Bus rapid transit, which for more than a decade has enjoyed tremendous popularity in a number of Latin American and Asian cities, has never gotten much play in the U.S. beyond a single 6.8-mile route in Cleveland. It’s a fairly shining example of what BRT can do when done properly, but it pretty much stands alone.
Yet over the last few days, the prospects for future BRT systems in at least two other major U.S. cities have begun to look up.
We can start in Nashville, where transportation officials just learned that their application to secure federal funding for a BRT line has moved forward, the Tennessean reported yesterday. The proposed 7.1-mile system, known locally as The Amp, would connect neighborhoods in East Nashville to those on the city’s west side at an estimated cost of $174 million.
By all appearances, the feds are open to footing a $75 million chunk of that bill. Even though nothing has yet reached final approval, the news comes as a promising sign that The Amp will eventually secure funding under the Federal Transit Administration’s Small Starts program. (The other $100 million is expected to come from the State of Tennessee, the Nashville Area Metropolitan Planning Organization and the Nashville Metropolitan Transit Authority.)

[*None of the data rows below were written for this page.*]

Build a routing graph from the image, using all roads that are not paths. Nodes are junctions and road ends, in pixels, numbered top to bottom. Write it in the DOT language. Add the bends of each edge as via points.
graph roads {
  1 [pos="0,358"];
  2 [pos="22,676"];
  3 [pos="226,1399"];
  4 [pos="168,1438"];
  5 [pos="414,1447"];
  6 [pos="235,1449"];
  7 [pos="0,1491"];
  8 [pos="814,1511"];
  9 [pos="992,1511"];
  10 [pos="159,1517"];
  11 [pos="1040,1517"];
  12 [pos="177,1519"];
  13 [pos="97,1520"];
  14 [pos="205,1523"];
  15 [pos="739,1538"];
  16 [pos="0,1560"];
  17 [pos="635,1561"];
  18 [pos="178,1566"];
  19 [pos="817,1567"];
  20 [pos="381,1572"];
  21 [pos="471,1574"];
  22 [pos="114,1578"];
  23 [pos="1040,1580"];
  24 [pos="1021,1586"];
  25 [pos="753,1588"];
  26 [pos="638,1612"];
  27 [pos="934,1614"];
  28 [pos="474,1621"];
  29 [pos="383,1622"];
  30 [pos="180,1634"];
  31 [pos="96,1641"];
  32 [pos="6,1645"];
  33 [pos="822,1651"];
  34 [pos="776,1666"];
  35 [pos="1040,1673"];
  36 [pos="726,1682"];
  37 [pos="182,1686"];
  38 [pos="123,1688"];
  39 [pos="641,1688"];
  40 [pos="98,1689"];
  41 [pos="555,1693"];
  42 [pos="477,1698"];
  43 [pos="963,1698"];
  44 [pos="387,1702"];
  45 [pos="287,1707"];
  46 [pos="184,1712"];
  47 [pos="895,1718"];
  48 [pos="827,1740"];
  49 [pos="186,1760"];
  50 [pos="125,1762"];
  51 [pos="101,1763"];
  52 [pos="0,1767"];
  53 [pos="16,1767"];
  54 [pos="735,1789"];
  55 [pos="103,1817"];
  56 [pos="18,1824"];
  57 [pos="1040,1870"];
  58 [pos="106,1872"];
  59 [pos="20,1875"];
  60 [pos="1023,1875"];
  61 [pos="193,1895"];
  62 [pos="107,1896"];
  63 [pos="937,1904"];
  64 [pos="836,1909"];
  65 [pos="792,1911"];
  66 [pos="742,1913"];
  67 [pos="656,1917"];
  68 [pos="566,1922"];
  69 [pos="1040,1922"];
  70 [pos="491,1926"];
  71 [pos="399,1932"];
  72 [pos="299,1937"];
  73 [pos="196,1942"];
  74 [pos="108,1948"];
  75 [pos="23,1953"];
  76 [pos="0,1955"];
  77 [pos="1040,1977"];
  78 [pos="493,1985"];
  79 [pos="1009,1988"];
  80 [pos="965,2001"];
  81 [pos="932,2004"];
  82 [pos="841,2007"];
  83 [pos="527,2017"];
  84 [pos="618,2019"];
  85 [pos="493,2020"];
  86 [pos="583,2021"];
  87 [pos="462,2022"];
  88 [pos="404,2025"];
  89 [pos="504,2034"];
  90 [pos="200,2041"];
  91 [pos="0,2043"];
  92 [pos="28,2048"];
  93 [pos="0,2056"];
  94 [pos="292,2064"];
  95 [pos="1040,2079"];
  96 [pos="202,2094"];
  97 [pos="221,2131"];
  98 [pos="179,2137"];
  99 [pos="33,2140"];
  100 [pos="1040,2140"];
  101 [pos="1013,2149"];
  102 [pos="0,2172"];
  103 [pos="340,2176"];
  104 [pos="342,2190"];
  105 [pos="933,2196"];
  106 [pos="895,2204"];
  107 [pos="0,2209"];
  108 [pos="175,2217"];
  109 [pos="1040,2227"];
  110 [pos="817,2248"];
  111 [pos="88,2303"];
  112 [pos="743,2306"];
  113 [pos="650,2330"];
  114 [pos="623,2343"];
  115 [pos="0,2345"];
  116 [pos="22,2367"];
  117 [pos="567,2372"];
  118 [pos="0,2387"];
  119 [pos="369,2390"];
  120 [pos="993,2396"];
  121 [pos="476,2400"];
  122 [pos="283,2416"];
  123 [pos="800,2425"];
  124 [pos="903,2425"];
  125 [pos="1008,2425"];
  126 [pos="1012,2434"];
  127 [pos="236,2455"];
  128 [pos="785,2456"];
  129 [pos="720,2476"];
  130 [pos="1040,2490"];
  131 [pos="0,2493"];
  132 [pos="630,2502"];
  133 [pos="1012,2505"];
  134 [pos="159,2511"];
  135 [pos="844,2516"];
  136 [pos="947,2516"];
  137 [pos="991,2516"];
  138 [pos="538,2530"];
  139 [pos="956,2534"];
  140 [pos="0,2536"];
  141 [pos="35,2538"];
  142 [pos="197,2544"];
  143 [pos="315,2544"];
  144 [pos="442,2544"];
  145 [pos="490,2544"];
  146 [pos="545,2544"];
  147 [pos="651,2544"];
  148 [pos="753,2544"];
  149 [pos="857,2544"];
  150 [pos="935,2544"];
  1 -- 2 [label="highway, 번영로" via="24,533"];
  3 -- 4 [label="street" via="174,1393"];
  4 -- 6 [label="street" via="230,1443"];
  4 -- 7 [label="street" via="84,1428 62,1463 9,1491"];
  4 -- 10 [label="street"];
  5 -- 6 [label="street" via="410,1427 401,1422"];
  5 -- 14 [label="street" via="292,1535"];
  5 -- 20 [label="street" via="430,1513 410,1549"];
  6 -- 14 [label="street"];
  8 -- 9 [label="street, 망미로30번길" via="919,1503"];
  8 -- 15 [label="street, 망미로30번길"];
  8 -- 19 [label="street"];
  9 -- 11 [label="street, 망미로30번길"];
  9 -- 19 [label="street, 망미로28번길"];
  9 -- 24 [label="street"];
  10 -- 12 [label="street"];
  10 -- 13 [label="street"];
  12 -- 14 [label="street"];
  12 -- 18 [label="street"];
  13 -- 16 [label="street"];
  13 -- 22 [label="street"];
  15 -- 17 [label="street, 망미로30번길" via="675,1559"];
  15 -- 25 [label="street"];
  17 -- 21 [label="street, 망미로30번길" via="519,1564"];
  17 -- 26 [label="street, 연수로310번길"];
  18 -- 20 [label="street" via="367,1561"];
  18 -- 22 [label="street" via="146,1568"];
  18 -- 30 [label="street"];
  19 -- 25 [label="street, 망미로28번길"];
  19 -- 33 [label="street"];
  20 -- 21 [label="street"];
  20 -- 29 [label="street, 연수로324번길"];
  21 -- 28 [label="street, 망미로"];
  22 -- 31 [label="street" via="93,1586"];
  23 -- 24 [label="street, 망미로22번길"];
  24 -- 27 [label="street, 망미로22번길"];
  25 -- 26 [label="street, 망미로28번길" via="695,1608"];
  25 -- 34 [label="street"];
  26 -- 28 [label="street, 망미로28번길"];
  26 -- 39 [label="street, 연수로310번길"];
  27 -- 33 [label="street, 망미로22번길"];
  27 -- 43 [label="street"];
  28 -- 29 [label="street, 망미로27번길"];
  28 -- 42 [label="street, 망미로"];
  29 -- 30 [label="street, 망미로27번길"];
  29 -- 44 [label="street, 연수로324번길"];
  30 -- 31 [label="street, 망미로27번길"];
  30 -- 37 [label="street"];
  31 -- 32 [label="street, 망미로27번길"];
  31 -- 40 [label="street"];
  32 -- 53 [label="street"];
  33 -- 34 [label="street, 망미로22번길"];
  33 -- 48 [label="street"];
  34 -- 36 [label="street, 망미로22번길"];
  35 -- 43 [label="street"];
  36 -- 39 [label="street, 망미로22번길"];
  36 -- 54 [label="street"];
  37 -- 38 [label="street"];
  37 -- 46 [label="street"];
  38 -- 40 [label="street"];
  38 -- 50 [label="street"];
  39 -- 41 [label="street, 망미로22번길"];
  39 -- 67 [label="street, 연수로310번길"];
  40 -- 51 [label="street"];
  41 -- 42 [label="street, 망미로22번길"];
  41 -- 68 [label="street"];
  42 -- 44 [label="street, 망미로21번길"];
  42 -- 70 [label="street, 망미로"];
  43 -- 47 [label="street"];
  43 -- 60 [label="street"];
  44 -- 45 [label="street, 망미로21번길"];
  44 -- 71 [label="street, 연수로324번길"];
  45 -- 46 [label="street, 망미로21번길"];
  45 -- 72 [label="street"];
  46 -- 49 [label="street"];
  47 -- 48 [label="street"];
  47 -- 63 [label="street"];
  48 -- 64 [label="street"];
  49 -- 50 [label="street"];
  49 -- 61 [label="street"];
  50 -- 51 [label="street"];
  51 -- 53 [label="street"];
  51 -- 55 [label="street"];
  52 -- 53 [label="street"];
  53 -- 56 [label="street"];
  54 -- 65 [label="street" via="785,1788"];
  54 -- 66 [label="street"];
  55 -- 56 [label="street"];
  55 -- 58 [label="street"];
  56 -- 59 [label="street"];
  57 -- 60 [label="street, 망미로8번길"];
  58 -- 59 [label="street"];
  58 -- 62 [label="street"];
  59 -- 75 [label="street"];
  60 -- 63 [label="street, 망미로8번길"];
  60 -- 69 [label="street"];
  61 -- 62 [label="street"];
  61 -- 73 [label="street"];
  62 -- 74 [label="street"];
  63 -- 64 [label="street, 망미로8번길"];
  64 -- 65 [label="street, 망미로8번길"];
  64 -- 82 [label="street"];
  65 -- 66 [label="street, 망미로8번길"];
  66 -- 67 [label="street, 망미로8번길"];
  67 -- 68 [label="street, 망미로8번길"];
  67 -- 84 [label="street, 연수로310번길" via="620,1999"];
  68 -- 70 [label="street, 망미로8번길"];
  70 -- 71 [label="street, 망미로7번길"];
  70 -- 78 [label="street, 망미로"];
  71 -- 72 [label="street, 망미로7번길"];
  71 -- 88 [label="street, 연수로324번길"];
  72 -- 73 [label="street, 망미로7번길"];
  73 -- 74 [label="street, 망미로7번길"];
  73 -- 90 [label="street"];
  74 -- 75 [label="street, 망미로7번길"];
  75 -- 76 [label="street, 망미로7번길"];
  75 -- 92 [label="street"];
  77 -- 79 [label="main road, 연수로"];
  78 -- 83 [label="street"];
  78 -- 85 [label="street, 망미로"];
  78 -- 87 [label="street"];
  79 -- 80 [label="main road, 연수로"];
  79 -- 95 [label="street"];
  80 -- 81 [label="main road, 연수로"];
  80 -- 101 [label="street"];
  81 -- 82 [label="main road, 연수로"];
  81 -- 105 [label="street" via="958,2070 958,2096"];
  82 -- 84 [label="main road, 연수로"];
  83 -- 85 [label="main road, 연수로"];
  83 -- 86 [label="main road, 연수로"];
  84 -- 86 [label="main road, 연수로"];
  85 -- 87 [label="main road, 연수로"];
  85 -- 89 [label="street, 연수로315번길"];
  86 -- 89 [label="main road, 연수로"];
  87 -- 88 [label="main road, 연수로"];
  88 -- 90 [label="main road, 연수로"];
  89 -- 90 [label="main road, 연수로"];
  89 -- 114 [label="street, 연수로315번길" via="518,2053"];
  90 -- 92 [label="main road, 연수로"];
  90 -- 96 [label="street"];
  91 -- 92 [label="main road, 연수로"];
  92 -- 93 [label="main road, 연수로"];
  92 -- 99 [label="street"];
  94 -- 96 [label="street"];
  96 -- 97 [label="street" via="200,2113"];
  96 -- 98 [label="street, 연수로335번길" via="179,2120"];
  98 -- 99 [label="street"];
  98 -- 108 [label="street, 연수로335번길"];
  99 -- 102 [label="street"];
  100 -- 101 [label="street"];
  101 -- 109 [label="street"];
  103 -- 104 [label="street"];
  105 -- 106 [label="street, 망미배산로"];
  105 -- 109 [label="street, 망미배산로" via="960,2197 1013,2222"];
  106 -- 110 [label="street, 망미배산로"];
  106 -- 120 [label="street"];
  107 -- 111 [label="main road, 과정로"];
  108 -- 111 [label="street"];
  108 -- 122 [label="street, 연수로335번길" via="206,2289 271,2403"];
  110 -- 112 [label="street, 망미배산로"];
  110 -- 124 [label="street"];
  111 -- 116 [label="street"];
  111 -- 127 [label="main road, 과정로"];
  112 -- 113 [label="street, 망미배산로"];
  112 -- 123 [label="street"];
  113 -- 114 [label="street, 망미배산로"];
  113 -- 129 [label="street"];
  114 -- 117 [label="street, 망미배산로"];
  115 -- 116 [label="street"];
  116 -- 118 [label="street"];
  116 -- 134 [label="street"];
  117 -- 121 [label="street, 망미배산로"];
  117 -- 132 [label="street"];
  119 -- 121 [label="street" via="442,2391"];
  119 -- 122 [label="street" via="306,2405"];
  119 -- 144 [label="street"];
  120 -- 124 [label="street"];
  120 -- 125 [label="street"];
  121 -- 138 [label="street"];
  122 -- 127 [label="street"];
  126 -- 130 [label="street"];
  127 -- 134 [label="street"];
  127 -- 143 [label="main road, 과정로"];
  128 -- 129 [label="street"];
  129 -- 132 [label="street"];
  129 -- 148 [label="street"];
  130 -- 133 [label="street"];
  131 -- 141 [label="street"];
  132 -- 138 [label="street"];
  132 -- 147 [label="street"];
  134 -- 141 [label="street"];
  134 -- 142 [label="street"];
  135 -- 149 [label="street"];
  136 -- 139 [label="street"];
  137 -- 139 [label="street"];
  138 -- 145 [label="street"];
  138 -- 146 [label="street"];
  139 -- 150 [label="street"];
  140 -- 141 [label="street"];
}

“Being accepted into project development is essentially the FTA saying we’re on the right track with our project and they want to help us get to a point where it can be recommended for federal funding,” Nashville Mayor Karl Dean said in a statement.
What’s more, The Amp doesn’t look like it will slouch on the features that make bus rapid transit, well, rapid. It will have dedicated lanes, signal prioritization and level boarding. Not bad for a city that one local blogger once called the “sprawliest sprawler.” See the video below for a primer on Music City’s first potential BRT line.
Meanwhile, BRT represents some of the only news to come out of Detroit of late that isn’t about bankruptcy or elections. John Hertel, CEO of the newly created Regional Transit Authority (Metro Detroit’s first!), yesterday threw his support behind BRT, plans for which have been gestating and stalling for years. And he sounds pretty darn excited about it.
“These vehicles look like rocket ships,” Hertel, who has led the RTA since told local radio station WDET. “You can’t see the tires. They run in dedicated lanes. They run at the same speed as light rail. They control the signals so they don’t have to stop for red lights.”
Bill Bradley has explained why the RTA’s creation could mean Southeast Michigan might finally get the ball rolling on a 40-years-in-the-making light rail connection between Detroit and Ann Arbor. Hertel’s zeal for BRT in Detroit — which would not only serve the city, but also span some 80-plus miles across four counties in the metro area — also bodes well for other modes of public transit in and around Motor City.
“What you would have is 110 miles of a modern system running in all four counties and finally running people back and forth to [Detroit Metro] Airport,” Hertel said. “It would change everybody’s attitude and reality about what mass transit can do for them.” (Note: As Yonah Freemark pointed out in 2011, Detroit’s BRT system may only span about 83 miles despite local politicians sticking with the “110” number.)
Over at The Atlantic Cities, Eric Jaffe had a piece this month in which he called for transportation advocates to better manage their expectations. In an age when planners are speculating on everything from floating pods to Hyperloops to bicycle highways, he argued, we run the risk of ignoring viable, concrete solutions for moving people around with greater efficiency.
“For all our occasional frenzy over futuristic transport modes, the real future of transportation may be the bus,” Jaffe wrote.
So until we actually see Elon Musk’s passenger-carrying pods running along “air bearings” on the California coast, maybe cities can set their sights on dedicated lanes and level station platforms.